[TASK] Reproduce the records below exactly, but leave their pictures out of the copy.

[INPUT DATA]

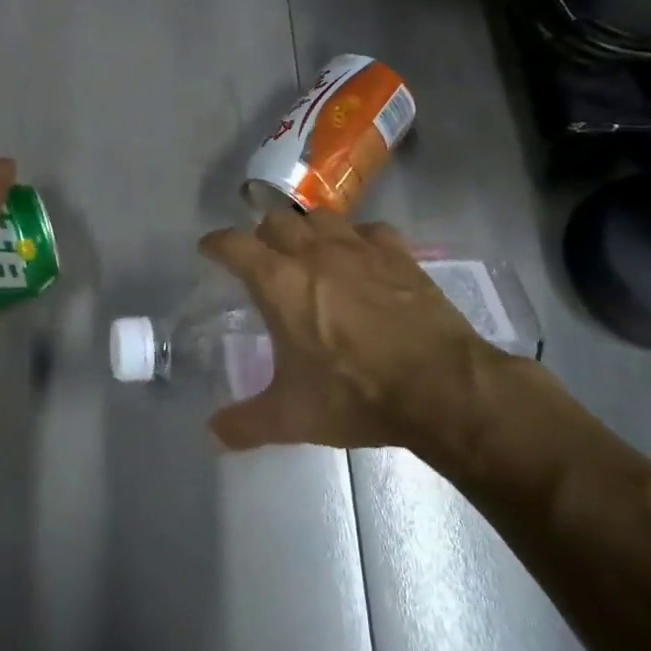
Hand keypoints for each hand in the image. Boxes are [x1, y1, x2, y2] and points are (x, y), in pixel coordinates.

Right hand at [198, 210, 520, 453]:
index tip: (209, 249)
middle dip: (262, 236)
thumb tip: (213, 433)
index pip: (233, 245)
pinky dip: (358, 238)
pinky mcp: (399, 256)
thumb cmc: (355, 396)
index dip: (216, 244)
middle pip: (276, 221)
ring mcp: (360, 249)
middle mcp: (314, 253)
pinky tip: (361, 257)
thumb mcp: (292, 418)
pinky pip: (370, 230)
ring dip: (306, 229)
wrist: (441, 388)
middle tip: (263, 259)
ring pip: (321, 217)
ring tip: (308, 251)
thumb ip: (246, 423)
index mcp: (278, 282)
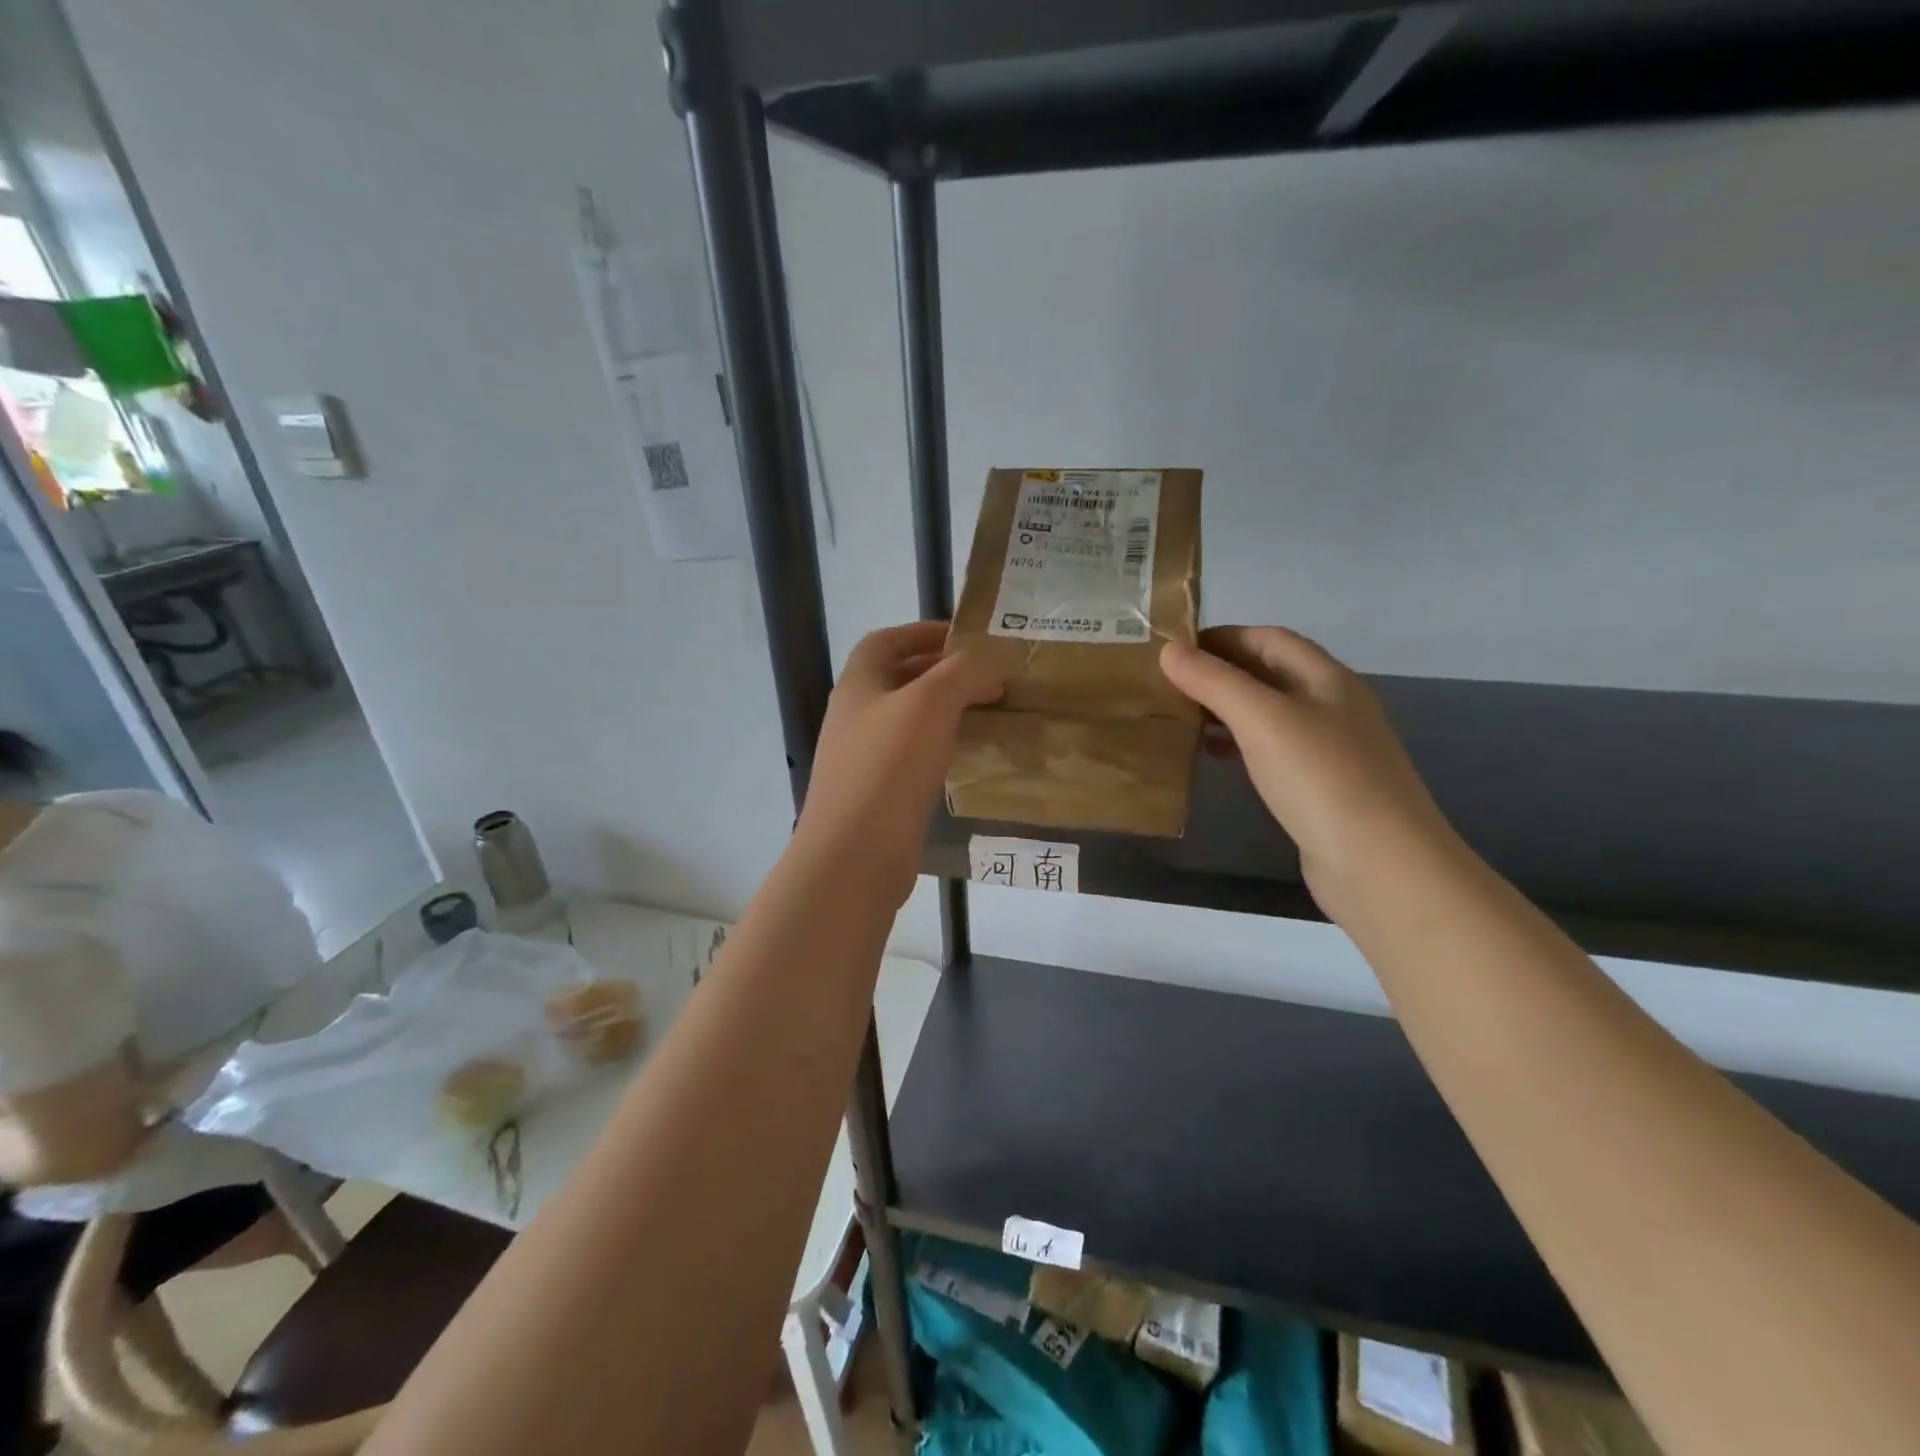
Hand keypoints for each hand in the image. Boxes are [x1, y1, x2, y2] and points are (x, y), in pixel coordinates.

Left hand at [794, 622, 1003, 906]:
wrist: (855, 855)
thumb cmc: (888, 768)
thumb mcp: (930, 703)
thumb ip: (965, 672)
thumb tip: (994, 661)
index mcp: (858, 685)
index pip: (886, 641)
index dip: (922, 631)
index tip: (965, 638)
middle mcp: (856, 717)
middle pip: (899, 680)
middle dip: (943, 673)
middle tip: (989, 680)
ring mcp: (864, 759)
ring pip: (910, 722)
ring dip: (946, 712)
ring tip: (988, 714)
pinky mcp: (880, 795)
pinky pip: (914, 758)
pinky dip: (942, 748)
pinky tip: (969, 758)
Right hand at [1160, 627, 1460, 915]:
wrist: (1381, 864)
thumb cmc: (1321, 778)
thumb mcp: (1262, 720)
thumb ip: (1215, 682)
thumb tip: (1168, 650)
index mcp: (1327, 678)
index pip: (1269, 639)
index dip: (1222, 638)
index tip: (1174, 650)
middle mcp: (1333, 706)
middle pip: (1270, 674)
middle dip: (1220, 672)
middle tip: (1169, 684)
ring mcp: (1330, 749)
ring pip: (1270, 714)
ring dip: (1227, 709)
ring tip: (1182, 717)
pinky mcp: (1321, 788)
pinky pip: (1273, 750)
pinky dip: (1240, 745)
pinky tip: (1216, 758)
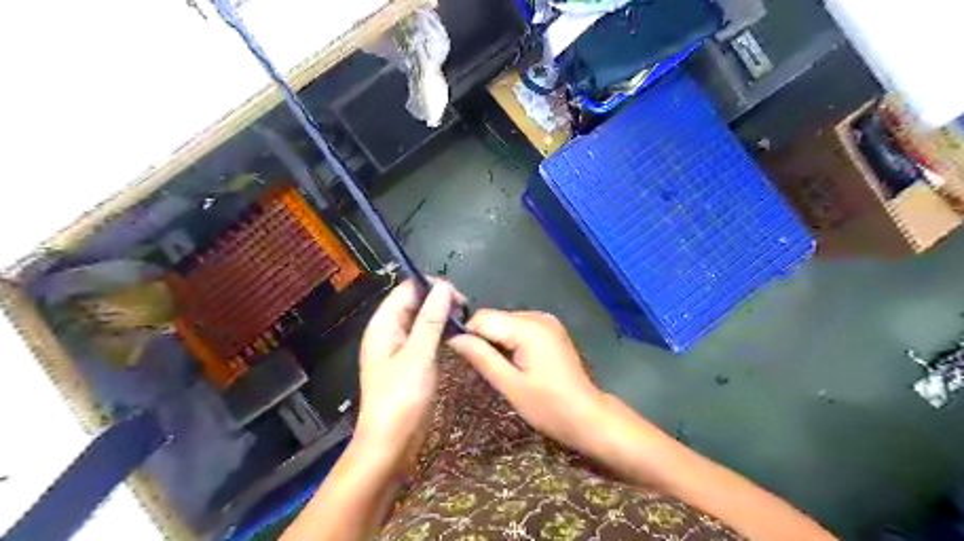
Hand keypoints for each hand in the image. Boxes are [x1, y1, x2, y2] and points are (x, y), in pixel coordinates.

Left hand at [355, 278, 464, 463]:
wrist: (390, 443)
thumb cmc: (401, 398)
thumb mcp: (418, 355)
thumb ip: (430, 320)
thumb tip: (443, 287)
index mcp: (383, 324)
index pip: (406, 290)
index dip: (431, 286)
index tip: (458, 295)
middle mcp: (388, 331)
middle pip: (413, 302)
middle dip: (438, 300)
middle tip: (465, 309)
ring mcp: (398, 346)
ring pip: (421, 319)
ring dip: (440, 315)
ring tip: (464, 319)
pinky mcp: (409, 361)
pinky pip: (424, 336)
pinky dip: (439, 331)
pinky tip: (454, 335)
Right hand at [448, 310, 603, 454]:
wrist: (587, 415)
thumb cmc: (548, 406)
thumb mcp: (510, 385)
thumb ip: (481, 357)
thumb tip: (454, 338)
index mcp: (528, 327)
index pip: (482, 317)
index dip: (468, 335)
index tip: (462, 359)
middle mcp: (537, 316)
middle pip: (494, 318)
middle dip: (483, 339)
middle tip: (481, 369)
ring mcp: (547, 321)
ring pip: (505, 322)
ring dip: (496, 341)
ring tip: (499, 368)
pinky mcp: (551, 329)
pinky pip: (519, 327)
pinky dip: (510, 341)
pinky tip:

[RESPONSE TO THIS TASK]
Hand keypoints for each hand in the image. Boxes are [x1, y1, x2, y2] and points are (x, y), in pixel coordinates.

Right hand at [198, 210, 520, 453]:
index tip: (209, 249)
middle dip: (262, 236)
thumb tip: (213, 433)
index pip: (233, 245)
pinky dip: (358, 238)
pinky mcp: (399, 256)
thumb cmc: (355, 396)
index dip: (216, 244)
middle pip: (276, 221)
ring mcp: (360, 249)
middle mcp: (314, 253)
pinky tip: (361, 257)
thumb mcp: (292, 418)
pinky pip: (370, 230)
ring dip: (306, 229)
wrist: (441, 388)
middle tip: (263, 259)
ring pip: (321, 217)
ring tip: (308, 251)
thumb ip: (246, 423)
index mcp: (278, 282)
Hand keypoints for each hand in the image. Boxes are [x1, y1, x2, y2] and points are (x, y), in pixel coordinates.

Left hand at [794, 622, 1003, 906]:
wrist: (855, 855)
thumb cmc: (888, 768)
thumb mcp: (930, 703)
thumb ip: (965, 672)
thumb tip: (994, 661)
index mcp: (858, 685)
index pip: (886, 641)
index dip: (922, 631)
index tip: (965, 638)
middle mcp: (856, 717)
middle pip: (899, 680)
middle dip: (943, 673)
middle tip: (989, 680)
ring mcp: (864, 759)
ring pip: (910, 722)
ring dip: (946, 712)
ring tip: (988, 714)
pinky mcp: (880, 795)
pinky pip: (914, 758)
pinky dip: (942, 748)
pinky tip: (969, 758)
Right hand at [1160, 627, 1460, 915]:
wrist: (1381, 864)
thumb cmc: (1321, 778)
thumb mcp: (1262, 720)
thumb ip: (1215, 682)
thumb tip: (1168, 650)
index mcp: (1327, 678)
index pip: (1269, 639)
index dip: (1222, 638)
index tip: (1174, 650)
middle mcp: (1333, 706)
middle pip: (1270, 674)
middle dip: (1220, 672)
middle tip: (1169, 684)
ring mcp: (1330, 749)
ring pip: (1270, 714)
ring dip: (1227, 709)
ring tip: (1182, 717)
pinky mcp: (1321, 788)
pinky pip: (1273, 750)
pinky dip: (1240, 745)
pinky tip: (1216, 758)
Hand keypoints for each hand in the image. Boxes are [x1, y1, x2, y2] and points are (x, y), in pixel coordinates.

Left hand at [355, 278, 464, 463]:
wrist: (390, 443)
thumb cmc: (401, 398)
thumb mcp: (418, 355)
thumb ip: (430, 320)
thumb tip: (443, 287)
index mcp: (383, 324)
index pip: (406, 290)
index dip: (431, 286)
index tip: (458, 295)
middle mcp: (388, 331)
middle pip: (413, 302)
middle dip: (438, 300)
middle tip: (465, 309)
ring mcp: (398, 346)
ring pip: (421, 319)
ring dip: (440, 315)
ring tip: (464, 319)
pinky mcp: (409, 361)
pinky pip: (424, 336)
pinky dip: (439, 331)
pinky tip: (454, 335)
Right hand at [448, 310, 603, 454]:
wrist: (587, 415)
thumb cmc: (548, 406)
thumb mcp: (510, 385)
thumb ip: (481, 357)
thumb tip: (454, 338)
index mcp: (528, 327)
index pip: (482, 317)
index dip: (468, 335)
index tip: (462, 359)
middle mcp: (537, 316)
middle pip: (494, 318)
middle dip: (483, 339)
middle tip: (481, 369)
ring mcp: (547, 321)
ring pip: (505, 322)
ring dip: (496, 341)
ring tip: (499, 368)
pinky mcp: (551, 329)
pinky pip: (519, 327)
pinky dip: (510, 341)
pinky tip:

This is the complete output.